The vocabulary of toy ads

A link from Paul Armstrong on Facebook to this exploratory investigation of words used in tv commercials for boys’ toys and girls’ toys aimed at 6-8-year-olds, using the resources of Wordle:

Word Cloud: How Toy Ad Vocabulary Reinforces Gender Stereotypes

which yielded these fascinating, but alas unsurprising, displays, for boys’ toys and girls’ toys, respectively:

Details of the study on the site and in the comments there and replies to them.

Blogger Crystal Smith’s statement of purpose:

The Achilles Effect

When most people think about gender stereotypes and children, they envision princesses, dolls, and pink clothing. Few consider the warriors, muscle-bound action figures, and T-shirts covered in graffiti and skulls that are assumed to signify masculinity.

The pop culture environment that surrounds boys introduces them to a world where traditionally masculine traits — like toughness, aggression, and stoicism — are highly esteemed and where female influence is all but absent.

The Achilles Effect explores gender bias in the entertainment aimed at primary school boys, focusing on the dominant themes in children’s TV shows, toy advertising, movies, and books: gender stereotypes of both sexes, male dominance, negative portrayals of fathers, breaking of the mother/son bond, and the devaluing of femininity. It examines the gender messages sent by pop culture, provides strategies for countering these messages, and encourages discussion of a vitally important issue that is rarely talked about — boys and their often skewed understanding of gender.

The Achilles Effect is a guide for parents, educators, and students who want to learn more about male and female stereotypes, their continued strong presence in kids’ pop culture, and their effect on young boys.

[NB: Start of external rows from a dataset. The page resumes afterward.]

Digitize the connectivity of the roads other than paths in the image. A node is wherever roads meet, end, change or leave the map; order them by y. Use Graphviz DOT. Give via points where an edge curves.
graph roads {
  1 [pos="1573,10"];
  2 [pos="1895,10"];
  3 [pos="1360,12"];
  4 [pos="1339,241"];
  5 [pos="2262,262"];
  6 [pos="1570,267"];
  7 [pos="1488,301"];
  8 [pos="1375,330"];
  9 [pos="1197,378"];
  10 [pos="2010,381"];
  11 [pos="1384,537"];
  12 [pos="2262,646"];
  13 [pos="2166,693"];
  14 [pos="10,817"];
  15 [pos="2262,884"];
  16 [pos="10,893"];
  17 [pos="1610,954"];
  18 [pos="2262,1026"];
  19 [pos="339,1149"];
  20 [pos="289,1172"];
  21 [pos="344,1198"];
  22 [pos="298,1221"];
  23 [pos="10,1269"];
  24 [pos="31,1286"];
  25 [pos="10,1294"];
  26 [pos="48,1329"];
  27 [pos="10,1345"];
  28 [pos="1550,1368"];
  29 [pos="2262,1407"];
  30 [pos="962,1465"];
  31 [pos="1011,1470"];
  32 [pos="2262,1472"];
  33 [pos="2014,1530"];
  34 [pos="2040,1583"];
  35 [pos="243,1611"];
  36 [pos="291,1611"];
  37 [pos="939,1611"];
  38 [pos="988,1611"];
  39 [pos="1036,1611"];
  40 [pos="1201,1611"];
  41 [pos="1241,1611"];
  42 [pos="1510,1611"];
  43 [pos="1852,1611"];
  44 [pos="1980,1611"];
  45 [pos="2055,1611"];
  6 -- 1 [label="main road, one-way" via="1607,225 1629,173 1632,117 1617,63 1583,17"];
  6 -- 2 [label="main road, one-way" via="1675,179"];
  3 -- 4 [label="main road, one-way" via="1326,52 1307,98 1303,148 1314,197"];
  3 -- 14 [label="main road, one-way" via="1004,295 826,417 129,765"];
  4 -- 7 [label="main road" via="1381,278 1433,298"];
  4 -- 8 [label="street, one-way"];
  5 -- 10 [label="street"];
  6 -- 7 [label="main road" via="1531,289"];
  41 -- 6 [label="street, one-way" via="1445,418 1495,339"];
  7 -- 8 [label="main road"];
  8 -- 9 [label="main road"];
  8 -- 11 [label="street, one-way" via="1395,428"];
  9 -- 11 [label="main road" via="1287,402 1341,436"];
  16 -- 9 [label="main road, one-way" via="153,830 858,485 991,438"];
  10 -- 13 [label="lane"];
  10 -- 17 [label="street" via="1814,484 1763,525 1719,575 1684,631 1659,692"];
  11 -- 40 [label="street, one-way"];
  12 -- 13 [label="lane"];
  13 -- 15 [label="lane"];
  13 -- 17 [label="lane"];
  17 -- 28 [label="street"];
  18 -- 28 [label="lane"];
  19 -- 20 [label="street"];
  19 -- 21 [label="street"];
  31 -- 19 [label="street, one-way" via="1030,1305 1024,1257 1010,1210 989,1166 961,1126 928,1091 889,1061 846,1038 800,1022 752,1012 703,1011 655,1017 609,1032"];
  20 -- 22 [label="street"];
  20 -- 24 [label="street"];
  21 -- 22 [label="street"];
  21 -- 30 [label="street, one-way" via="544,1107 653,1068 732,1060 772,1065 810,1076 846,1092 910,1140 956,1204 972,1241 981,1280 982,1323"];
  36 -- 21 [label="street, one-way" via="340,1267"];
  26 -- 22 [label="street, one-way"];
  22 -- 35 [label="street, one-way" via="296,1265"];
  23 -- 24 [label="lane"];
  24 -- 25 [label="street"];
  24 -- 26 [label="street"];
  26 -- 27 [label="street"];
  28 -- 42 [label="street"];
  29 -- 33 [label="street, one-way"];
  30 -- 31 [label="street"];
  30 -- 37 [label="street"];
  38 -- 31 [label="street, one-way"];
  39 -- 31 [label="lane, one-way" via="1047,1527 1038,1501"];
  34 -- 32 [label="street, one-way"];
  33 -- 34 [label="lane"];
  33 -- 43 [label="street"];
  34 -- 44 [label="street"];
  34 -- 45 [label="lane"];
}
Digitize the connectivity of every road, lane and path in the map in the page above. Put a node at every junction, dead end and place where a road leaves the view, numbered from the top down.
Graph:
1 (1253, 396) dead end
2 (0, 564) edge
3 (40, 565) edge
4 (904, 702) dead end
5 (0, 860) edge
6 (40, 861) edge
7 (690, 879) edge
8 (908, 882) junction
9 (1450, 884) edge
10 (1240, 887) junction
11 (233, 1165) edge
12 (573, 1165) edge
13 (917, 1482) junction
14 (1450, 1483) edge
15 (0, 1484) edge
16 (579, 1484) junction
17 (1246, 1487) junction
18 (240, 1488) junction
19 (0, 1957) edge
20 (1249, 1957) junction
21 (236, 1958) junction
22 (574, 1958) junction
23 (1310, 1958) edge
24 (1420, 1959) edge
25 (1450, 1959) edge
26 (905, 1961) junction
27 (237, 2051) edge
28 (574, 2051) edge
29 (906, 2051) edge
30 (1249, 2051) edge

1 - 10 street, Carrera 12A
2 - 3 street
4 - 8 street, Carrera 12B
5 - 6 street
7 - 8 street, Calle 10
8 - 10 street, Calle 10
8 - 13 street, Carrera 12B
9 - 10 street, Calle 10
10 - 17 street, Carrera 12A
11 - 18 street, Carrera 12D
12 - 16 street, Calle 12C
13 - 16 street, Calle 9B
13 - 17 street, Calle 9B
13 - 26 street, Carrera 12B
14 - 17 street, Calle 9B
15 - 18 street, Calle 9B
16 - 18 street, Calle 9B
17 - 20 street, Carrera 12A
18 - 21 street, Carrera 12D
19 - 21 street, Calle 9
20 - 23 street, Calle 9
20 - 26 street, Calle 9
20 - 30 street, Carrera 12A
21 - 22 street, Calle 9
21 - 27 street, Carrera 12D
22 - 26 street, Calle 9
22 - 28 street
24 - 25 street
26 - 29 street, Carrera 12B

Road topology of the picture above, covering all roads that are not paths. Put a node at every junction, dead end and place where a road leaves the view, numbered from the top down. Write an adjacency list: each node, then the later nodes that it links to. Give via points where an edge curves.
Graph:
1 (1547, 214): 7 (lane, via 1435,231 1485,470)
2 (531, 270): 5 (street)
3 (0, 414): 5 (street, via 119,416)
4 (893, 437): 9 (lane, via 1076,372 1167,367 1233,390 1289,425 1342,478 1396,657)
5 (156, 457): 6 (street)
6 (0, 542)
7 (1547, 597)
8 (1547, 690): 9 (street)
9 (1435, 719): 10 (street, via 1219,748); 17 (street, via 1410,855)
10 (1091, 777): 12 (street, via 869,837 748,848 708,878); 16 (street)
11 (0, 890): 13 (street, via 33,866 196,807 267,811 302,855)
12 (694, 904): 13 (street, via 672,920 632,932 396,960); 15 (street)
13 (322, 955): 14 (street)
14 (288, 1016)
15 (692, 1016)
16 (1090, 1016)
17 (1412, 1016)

(Smith is the mother of two young boys.)

Though my grand-daughter is growing up without television, she gets a fair amount of stuff from television (minus the ads) on computers or an iPad. So she’s developed a healthy taste in material on scientists at work, especially scientists who deal with leeches, poisonous snakes and spiders, and the like. And she has a princess thing, though in her world princesses have serious weaponry, which they use to overcome monsters and evil people, defend the weak, and generally improve the world. Who could object to that?

On the iPad, she plays lots of games. Last Saturday it was mostly Angry Birds (the pleasures of making things go BOOM! are undeniable, and infectious), but also games with countries and the U.S. states (she’s got the countries of Oceania pretty well down pat, though the more-or-less rectangular U.S. states are a challenge, and Europe and Africa present puzzles; would you recognize Moldova from its shape?) and, astonishingly, an algebra game, in which you solve equations. How wonderfully geeky is that?

One Response to “The vocabulary of toy ads”

  1. The Ridger Says:

    This reminds me of a very old Cathy strip, when Cathy was searching for a toy for Andrea’s either yet unborn or very newly born child. The clerk asked if it was for a girl or boy, and Cathy said it was for a person! Why did the gender have to come into it at all? The clerk then offered a dinosaur, and Cathy was pleased – until the clerk whipped out the “astronaut-cowboy-soldier dinosaur or the princess-ballerina-bride dinosaur.”